**Task brief**
Go through the records and set each one down exactly, skipping any picture.

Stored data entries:
■ ■ ■

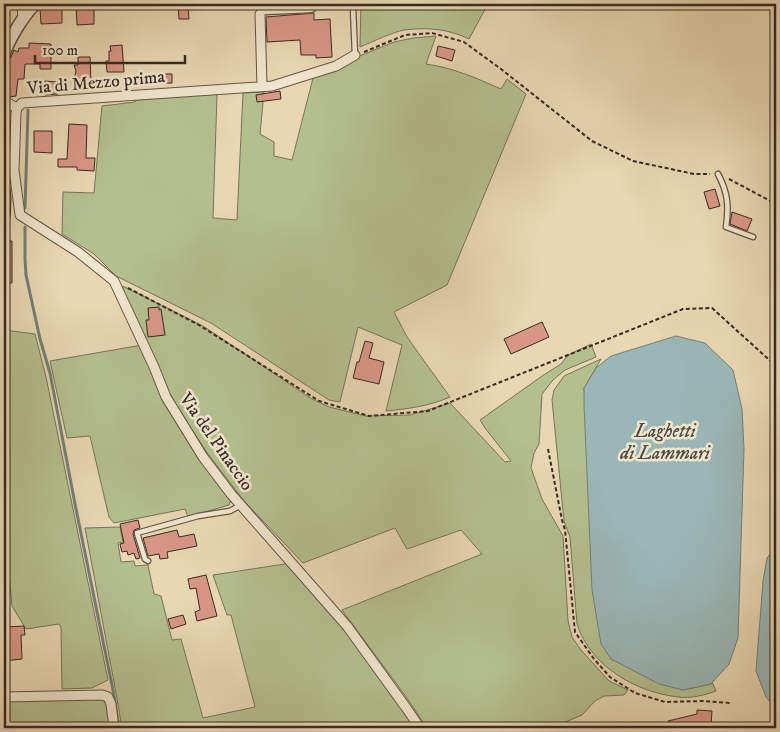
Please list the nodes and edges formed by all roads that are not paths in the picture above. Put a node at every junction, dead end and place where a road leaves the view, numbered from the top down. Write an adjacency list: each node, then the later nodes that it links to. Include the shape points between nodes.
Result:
1 (22, 4): 6 (street)
2 (36, 4): 6 (street)
3 (315, 4): 5 (lane, via 310,10)
4 (353, 8): 8 (lane)
5 (260, 14): 9 (street)
6 (23, 20): 7 (street)
7 (4, 54)
8 (355, 55): 9 (street, Via di Mezzo prima, via 336,66 272,86)
9 (262, 86): 11 (street, Via di Mezzo prima, via 22,103)
10 (4, 101): 11 (street)
11 (17, 108): 13 (street, Via di Mezzo prima)
12 (4, 170): 13 (street)
13 (14, 170): 16 (street, Via del Pinaccio, via 20,215 78,252 114,281 166,397 202,457)
14 (718, 174): 15 (lane, via 728,208 726,227)
15 (753, 237)
16 (241, 505): 17 (lane, via 230,511 198,516 137,533); 20 (street, Via del Pinaccio, via 347,626)
17 (148, 561)
18 (4, 697): 19 (street, via 102,695 108,697 111,704)
19 (114, 728)
20 (420, 728)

■ ■ ■

**Written answer**
Please list the nodes and edges formed by all roads that are not paths in the picture above. Put a node at every junction, dead end and place where a road leaves the view, numbered from the top down. Write an adjacency list: each node, then the later nodes that it links to. Include the shape points between nodes.
Result:
1 (22, 4): 6 (street)
2 (36, 4): 6 (street)
3 (315, 4): 5 (lane, via 310,10)
4 (353, 8): 8 (lane)
5 (260, 14): 9 (street)
6 (23, 20): 7 (street)
7 (4, 54)
8 (355, 55): 9 (street, Via di Mezzo prima, via 336,66 272,86)
9 (262, 86): 11 (street, Via di Mezzo prima, via 22,103)
10 (4, 101): 11 (street)
11 (17, 108): 13 (street, Via di Mezzo prima)
12 (4, 170): 13 (street)
13 (14, 170): 16 (street, Via del Pinaccio, via 20,215 78,252 114,281 166,397 202,457)
14 (718, 174): 15 (lane, via 728,208 726,227)
15 (753, 237)
16 (241, 505): 17 (lane, via 230,511 198,516 137,533); 20 (street, Via del Pinaccio, via 347,626)
17 (148, 561)
18 (4, 697): 19 (street, via 102,695 108,697 111,704)
19 (114, 728)
20 (420, 728)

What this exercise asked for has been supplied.